» EXERCISE BRIEF:
Find the line with "Build a routing" in the records below. Copy it and every line after it, up to and including the line with "Digitize the connectivity of all roads and".

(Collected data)

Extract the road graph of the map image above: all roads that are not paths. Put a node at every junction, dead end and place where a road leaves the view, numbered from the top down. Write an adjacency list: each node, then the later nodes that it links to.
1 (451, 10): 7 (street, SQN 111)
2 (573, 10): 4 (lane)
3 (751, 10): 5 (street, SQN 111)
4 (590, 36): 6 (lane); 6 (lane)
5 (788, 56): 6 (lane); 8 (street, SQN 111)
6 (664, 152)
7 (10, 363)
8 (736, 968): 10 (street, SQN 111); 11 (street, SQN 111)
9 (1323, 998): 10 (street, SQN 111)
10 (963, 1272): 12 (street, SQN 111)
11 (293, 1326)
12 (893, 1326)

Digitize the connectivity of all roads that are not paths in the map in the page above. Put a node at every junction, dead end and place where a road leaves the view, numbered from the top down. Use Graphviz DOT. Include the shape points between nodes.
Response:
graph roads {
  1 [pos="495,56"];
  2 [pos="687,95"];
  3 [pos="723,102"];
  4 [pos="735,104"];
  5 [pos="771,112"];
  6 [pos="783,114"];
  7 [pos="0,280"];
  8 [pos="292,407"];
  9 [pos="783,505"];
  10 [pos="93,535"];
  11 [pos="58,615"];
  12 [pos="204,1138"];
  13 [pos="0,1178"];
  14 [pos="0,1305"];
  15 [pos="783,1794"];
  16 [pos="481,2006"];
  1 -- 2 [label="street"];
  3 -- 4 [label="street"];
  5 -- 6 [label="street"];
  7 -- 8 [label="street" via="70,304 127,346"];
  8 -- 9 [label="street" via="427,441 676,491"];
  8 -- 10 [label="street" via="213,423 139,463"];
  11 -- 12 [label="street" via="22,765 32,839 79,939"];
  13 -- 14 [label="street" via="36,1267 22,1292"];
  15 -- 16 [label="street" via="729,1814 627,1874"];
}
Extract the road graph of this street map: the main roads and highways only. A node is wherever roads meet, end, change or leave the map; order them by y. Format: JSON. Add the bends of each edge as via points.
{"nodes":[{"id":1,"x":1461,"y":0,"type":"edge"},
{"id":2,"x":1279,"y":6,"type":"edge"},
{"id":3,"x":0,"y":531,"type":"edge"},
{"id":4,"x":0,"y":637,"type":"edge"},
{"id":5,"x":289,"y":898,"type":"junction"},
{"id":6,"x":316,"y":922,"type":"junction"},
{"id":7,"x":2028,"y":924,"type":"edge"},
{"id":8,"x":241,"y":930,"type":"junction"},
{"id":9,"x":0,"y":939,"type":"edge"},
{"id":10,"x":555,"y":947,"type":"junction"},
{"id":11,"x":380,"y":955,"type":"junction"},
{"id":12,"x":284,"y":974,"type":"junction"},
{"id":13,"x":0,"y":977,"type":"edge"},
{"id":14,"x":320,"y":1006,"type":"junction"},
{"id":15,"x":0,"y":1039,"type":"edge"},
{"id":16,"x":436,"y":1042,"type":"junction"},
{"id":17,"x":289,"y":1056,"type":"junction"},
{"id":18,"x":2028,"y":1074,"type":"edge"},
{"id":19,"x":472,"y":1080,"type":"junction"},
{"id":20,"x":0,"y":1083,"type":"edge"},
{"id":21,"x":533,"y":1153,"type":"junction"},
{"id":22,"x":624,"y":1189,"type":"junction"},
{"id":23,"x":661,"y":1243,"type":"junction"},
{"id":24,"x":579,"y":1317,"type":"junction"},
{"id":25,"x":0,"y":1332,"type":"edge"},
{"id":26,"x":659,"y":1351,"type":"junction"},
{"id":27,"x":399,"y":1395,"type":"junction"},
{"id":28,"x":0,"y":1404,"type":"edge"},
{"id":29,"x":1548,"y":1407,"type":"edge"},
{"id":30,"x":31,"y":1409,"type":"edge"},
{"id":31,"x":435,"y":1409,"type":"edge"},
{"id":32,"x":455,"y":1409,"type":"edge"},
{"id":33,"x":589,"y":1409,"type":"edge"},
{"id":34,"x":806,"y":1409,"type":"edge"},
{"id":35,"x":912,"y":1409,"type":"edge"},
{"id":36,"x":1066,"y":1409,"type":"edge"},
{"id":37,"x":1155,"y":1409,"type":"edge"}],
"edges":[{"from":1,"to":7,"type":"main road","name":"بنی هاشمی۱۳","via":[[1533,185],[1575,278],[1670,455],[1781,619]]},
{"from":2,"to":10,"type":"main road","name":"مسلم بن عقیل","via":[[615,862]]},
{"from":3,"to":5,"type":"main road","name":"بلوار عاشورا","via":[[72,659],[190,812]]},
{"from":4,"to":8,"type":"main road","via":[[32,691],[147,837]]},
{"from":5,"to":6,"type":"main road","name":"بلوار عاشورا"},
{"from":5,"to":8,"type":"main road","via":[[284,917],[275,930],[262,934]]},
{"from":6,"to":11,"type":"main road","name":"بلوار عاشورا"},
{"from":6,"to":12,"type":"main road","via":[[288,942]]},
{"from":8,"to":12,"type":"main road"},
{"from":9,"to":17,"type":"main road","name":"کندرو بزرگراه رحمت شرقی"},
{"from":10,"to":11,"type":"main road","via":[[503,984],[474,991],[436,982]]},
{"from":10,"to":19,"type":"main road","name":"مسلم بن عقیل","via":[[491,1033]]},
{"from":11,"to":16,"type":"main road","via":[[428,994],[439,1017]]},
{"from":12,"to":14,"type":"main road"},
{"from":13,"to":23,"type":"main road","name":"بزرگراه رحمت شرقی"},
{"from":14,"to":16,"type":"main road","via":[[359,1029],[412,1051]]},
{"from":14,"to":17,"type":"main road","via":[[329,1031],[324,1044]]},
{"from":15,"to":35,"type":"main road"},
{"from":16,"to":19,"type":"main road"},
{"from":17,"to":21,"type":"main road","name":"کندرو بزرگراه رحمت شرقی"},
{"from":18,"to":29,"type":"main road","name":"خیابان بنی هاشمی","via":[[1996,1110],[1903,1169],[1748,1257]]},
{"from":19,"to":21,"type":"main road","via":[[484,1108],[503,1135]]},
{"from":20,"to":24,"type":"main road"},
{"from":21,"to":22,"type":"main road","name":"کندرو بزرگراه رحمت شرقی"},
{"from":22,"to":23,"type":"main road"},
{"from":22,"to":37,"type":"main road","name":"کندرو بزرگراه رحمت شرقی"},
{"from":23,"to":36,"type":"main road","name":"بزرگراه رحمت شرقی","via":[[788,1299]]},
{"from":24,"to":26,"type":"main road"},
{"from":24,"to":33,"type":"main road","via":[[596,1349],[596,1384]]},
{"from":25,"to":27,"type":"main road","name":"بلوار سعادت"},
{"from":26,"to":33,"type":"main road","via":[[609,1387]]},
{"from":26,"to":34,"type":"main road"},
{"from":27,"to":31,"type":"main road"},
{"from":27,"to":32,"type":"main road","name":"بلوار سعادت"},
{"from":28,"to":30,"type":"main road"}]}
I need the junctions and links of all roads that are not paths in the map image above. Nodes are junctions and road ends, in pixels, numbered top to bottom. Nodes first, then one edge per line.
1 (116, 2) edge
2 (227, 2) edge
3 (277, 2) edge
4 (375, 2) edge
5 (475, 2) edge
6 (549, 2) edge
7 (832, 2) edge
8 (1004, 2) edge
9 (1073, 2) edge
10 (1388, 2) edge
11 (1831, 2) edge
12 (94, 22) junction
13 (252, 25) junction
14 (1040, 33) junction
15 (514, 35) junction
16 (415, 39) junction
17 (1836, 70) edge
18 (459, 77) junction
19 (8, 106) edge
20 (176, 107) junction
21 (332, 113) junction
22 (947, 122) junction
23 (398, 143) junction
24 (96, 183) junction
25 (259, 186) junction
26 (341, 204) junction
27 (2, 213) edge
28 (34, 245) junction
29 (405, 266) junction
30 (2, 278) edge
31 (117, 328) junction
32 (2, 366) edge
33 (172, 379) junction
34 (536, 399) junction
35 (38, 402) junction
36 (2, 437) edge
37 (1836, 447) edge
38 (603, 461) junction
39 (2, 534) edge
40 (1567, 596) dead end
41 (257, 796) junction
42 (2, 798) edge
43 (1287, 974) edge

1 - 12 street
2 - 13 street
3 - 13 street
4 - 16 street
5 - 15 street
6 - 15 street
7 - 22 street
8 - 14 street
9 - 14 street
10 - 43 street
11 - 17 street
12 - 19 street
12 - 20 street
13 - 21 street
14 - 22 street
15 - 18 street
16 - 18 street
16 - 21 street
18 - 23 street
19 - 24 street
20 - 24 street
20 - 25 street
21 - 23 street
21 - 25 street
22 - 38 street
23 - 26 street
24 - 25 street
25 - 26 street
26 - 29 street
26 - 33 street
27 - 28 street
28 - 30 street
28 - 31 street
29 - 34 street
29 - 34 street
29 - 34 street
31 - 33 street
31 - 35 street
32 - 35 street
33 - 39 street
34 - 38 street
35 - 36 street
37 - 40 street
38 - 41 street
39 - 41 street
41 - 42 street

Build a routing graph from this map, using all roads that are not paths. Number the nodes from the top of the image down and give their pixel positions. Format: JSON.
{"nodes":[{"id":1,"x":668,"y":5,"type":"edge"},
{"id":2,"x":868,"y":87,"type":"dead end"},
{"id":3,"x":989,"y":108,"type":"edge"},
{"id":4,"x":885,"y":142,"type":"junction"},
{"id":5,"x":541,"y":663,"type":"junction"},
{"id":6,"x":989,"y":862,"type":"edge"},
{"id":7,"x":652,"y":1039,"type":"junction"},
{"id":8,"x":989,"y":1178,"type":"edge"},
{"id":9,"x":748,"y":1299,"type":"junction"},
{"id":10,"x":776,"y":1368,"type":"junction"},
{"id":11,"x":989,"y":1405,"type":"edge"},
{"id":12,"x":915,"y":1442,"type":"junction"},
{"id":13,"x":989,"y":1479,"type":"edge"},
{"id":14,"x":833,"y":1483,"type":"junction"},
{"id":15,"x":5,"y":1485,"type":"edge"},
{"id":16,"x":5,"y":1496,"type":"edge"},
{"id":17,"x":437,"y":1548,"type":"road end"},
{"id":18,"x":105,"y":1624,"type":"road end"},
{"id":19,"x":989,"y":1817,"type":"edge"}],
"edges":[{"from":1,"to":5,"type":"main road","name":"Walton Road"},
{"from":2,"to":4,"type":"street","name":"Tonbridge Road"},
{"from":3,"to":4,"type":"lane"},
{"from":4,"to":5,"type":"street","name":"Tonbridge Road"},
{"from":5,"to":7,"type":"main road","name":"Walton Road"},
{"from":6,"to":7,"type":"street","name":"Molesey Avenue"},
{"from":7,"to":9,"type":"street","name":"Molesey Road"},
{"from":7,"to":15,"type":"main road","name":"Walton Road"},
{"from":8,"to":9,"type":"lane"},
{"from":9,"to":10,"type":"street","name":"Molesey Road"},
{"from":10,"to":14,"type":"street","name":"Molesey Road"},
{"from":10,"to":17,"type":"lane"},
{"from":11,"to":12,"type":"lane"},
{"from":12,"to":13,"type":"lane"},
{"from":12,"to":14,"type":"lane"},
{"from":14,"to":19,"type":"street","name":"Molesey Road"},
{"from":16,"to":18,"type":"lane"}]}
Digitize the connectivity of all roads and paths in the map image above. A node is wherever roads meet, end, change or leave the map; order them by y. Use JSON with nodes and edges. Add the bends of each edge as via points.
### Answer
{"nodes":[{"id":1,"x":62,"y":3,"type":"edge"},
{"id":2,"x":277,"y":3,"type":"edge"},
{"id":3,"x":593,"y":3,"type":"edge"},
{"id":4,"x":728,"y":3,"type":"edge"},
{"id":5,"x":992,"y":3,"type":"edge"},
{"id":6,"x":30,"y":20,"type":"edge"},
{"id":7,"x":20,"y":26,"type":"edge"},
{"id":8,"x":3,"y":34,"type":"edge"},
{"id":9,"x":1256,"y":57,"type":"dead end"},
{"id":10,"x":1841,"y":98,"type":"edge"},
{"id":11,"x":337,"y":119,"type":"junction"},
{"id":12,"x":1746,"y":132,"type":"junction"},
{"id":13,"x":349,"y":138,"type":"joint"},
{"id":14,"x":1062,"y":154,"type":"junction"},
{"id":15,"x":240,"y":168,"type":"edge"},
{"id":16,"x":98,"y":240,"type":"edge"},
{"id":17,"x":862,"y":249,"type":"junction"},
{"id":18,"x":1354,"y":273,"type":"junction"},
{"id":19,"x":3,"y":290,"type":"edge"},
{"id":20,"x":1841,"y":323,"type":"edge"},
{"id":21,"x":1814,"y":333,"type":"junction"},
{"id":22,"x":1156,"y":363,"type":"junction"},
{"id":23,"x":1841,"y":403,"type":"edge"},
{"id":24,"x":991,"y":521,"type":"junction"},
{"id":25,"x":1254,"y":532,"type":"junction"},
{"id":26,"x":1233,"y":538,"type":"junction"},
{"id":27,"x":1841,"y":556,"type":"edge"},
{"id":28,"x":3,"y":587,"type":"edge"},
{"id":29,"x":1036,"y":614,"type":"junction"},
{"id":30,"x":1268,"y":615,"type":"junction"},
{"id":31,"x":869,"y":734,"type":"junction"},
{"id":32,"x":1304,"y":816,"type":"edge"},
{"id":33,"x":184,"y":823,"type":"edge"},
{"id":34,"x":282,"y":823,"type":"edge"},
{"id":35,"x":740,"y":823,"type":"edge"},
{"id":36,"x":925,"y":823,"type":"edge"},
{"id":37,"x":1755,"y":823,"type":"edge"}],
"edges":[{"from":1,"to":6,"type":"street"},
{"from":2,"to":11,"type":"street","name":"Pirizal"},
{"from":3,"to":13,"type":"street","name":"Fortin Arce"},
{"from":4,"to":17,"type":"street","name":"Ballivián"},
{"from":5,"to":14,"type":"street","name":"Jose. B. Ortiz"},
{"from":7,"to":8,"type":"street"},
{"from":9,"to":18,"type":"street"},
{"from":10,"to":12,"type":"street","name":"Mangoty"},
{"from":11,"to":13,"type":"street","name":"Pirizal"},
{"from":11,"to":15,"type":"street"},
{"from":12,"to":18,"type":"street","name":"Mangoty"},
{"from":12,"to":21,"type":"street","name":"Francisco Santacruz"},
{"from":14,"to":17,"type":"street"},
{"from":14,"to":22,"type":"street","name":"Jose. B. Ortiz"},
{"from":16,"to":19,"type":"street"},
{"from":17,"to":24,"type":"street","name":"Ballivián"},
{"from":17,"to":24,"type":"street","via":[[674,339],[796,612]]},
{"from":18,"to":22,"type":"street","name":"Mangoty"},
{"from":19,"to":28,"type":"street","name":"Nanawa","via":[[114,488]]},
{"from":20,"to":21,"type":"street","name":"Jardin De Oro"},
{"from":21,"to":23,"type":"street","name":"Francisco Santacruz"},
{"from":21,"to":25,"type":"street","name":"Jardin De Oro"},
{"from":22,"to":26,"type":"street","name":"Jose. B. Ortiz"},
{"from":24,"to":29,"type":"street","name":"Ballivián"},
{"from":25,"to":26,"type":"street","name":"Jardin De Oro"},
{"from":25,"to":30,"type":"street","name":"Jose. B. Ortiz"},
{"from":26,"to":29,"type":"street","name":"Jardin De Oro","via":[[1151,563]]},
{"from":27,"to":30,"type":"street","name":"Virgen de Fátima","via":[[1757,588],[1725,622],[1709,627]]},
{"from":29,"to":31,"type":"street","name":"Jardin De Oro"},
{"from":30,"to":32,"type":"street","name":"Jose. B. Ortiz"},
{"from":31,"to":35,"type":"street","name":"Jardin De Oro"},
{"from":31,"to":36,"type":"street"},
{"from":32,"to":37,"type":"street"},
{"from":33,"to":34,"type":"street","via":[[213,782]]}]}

» YOUR SOLUTION:
Build a routing graph from this map, using all roads that are not paths. Number the nodes from the top of the image down and give their pixel positions. Format: JSON.
{"nodes":[{"id":1,"x":668,"y":5,"type":"edge"},
{"id":2,"x":868,"y":87,"type":"dead end"},
{"id":3,"x":989,"y":108,"type":"edge"},
{"id":4,"x":885,"y":142,"type":"junction"},
{"id":5,"x":541,"y":663,"type":"junction"},
{"id":6,"x":989,"y":862,"type":"edge"},
{"id":7,"x":652,"y":1039,"type":"junction"},
{"id":8,"x":989,"y":1178,"type":"edge"},
{"id":9,"x":748,"y":1299,"type":"junction"},
{"id":10,"x":776,"y":1368,"type":"junction"},
{"id":11,"x":989,"y":1405,"type":"edge"},
{"id":12,"x":915,"y":1442,"type":"junction"},
{"id":13,"x":989,"y":1479,"type":"edge"},
{"id":14,"x":833,"y":1483,"type":"junction"},
{"id":15,"x":5,"y":1485,"type":"edge"},
{"id":16,"x":5,"y":1496,"type":"edge"},
{"id":17,"x":437,"y":1548,"type":"road end"},
{"id":18,"x":105,"y":1624,"type":"road end"},
{"id":19,"x":989,"y":1817,"type":"edge"}],
"edges":[{"from":1,"to":5,"type":"main road","name":"Walton Road"},
{"from":2,"to":4,"type":"street","name":"Tonbridge Road"},
{"from":3,"to":4,"type":"lane"},
{"from":4,"to":5,"type":"street","name":"Tonbridge Road"},
{"from":5,"to":7,"type":"main road","name":"Walton Road"},
{"from":6,"to":7,"type":"street","name":"Molesey Avenue"},
{"from":7,"to":9,"type":"street","name":"Molesey Road"},
{"from":7,"to":15,"type":"main road","name":"Walton Road"},
{"from":8,"to":9,"type":"lane"},
{"from":9,"to":10,"type":"street","name":"Molesey Road"},
{"from":10,"to":14,"type":"street","name":"Molesey Road"},
{"from":10,"to":17,"type":"lane"},
{"from":11,"to":12,"type":"lane"},
{"from":12,"to":13,"type":"lane"},
{"from":12,"to":14,"type":"lane"},
{"from":14,"to":19,"type":"street","name":"Molesey Road"},
{"from":16,"to":18,"type":"lane"}]}
Digitize the connectivity of all roads and paths in the map image above. A node is wherever roads meet, end, change or leave the map; order them by y. Use JSON with nodes and edges. Add the bends of each edge as via points.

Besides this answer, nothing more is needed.